Item numbers 1 to 3 in Table 2 represent the level of empathy in the individual environment in which the nurse was brought up and currently exists. These came out to be 0.879, 0.573 and 0.843 under factor 1, thus proving that there is a strong correlation between the empathetic environment (upbringing, family, teachers) with the nurses’ display of empathetic behavior towards patients. Item 4, 11, 13, 16, 19, 20 are at 0.890, 0.925, 0.733, 0.873, 0.730, 0.923) under Factor 1 represent the cognitive construct and positive mindset of the nurses towards practicing empathy with patients including the importance of listening, observation of patient body language and the understanding of the positive impact of empathy caring for patients. In the Indian context as seen through Item 18, which is at 0.662 under Factor 1 it appears there is a stronger need to understand the family background of patients, which may not be considered important internationally. Nurses are valuing the importance of empathy and many are motivated towards patient care; however, there are several stress factors due to lack of resources and time that have a detrimental effect on the nurse patient interaction in India which comes through in Item 8 at 0.855 under Factor 2. Certain factors such as Item 29, sense of humor during patient treatment which are there in JSR, may not considered a critical factor in the Indian context as it comes under Factor 3 at 0.683 (Table 2).

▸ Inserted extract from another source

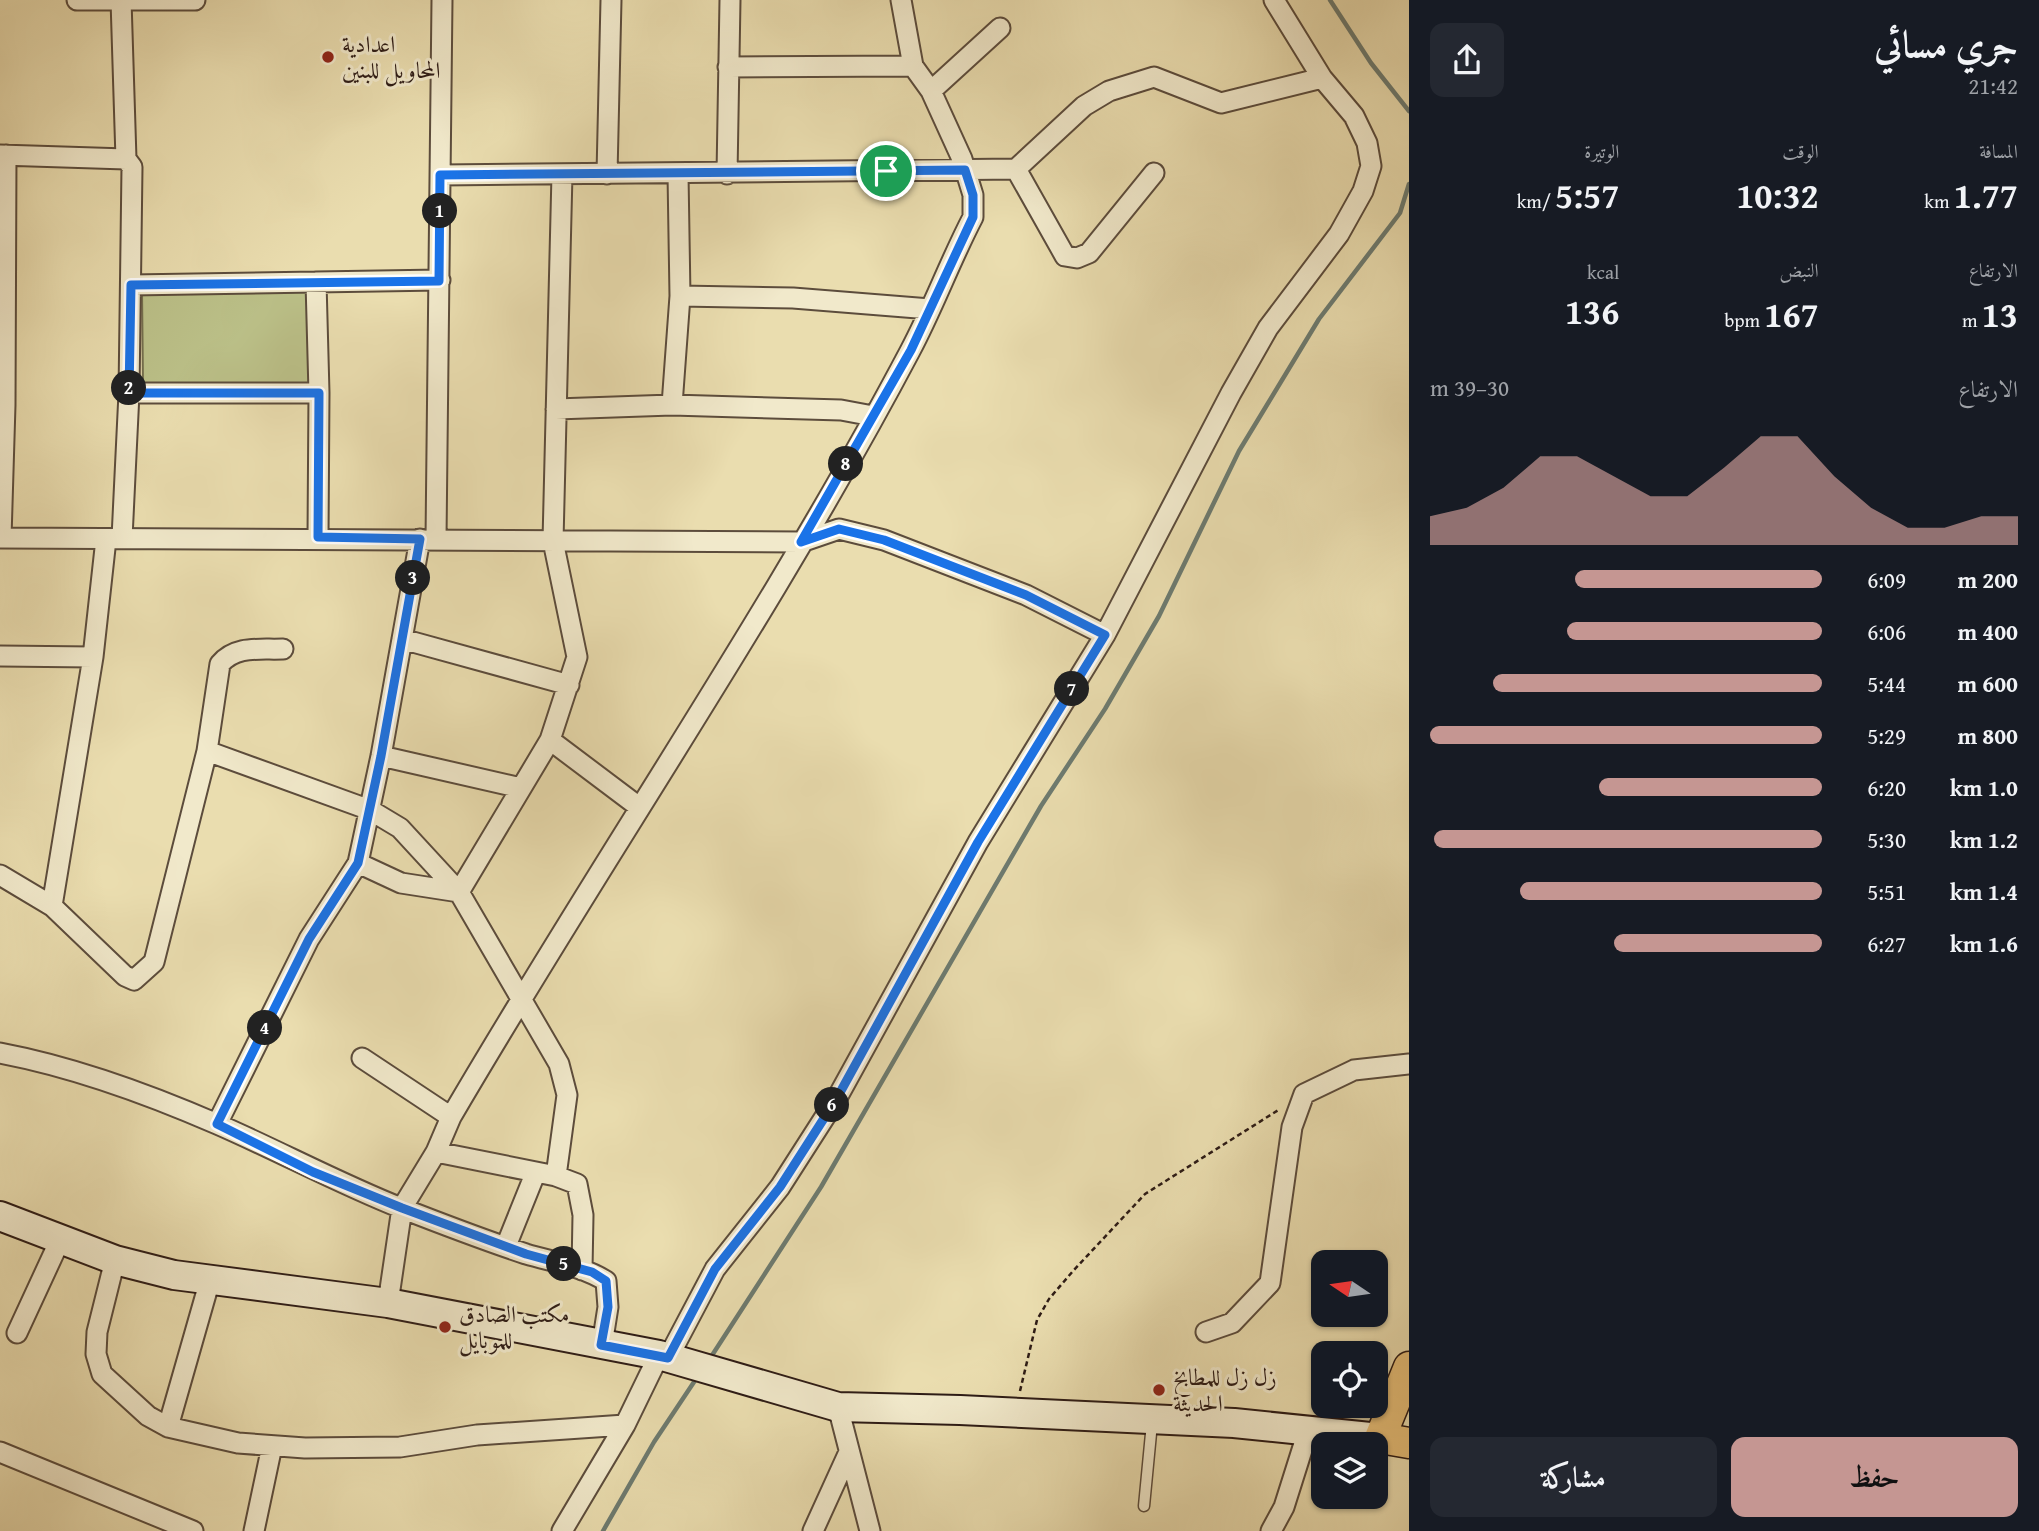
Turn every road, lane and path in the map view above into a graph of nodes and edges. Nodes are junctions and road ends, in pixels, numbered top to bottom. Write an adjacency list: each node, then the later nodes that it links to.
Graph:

Table 2 Rotated component matrix
Table 3 Total variance explained

6 Reliability

The new empathy scale covers cognitive, affective, and motivational aspects of empathy, and the responses for each item was consistently rated by Indian nurses (Cronbach’s alpha > 0.70), which is considered reliable overall. The constructs listed in Table 1, related to the empathy in the individual’s environment including family and education (IEENV) were found to be at 0.78; Positive cognitive constructs such as the nurse’s understanding of the importance of listening, observing body language and the overall importance of empathetic behavior (COGP) came out to be at 0.94, The importance of the emotional aspects of empathetic behavior (EMO) came out to be at 0.72. The negative cognitive aspects such as shortage of resources, stress factors due to stress and home and work (COGN) came out to be 0.88. Pearson Correlation was carried out on the motivation for empathetic behavior (EMPMO) which came out to be > 50 which is considered reliable.

7 Conclusion

Factors such as upbringing, family support and educational background have a strong correlation with empathy displayed in the nurse-patient relationship in the Indian context. Stresses such as shortage of resources and time have a negative effect on nurse empathy. This new empathy scale is effective to measure the empathy of Indian nurses and might further be used by researchers to measure the impact of training on the empathetic responses of Indian nurses towards patients.

Some of the limitations of the tool is that the scale is a self-reported measure, as it is directly reported by the nurses on a Likert scale. Further development of this tool will need include a scale for observers such as doctors and patients to record affective and behavioral traits of nurses.

The next steps for this research will be to test this scale on a larger population, since it has been tested only on a population of 18 nurses. Additionally, the scale would need to be tested further with an Indian and International population of nurses to determine whether the Indian factors identified are accurate and relevant.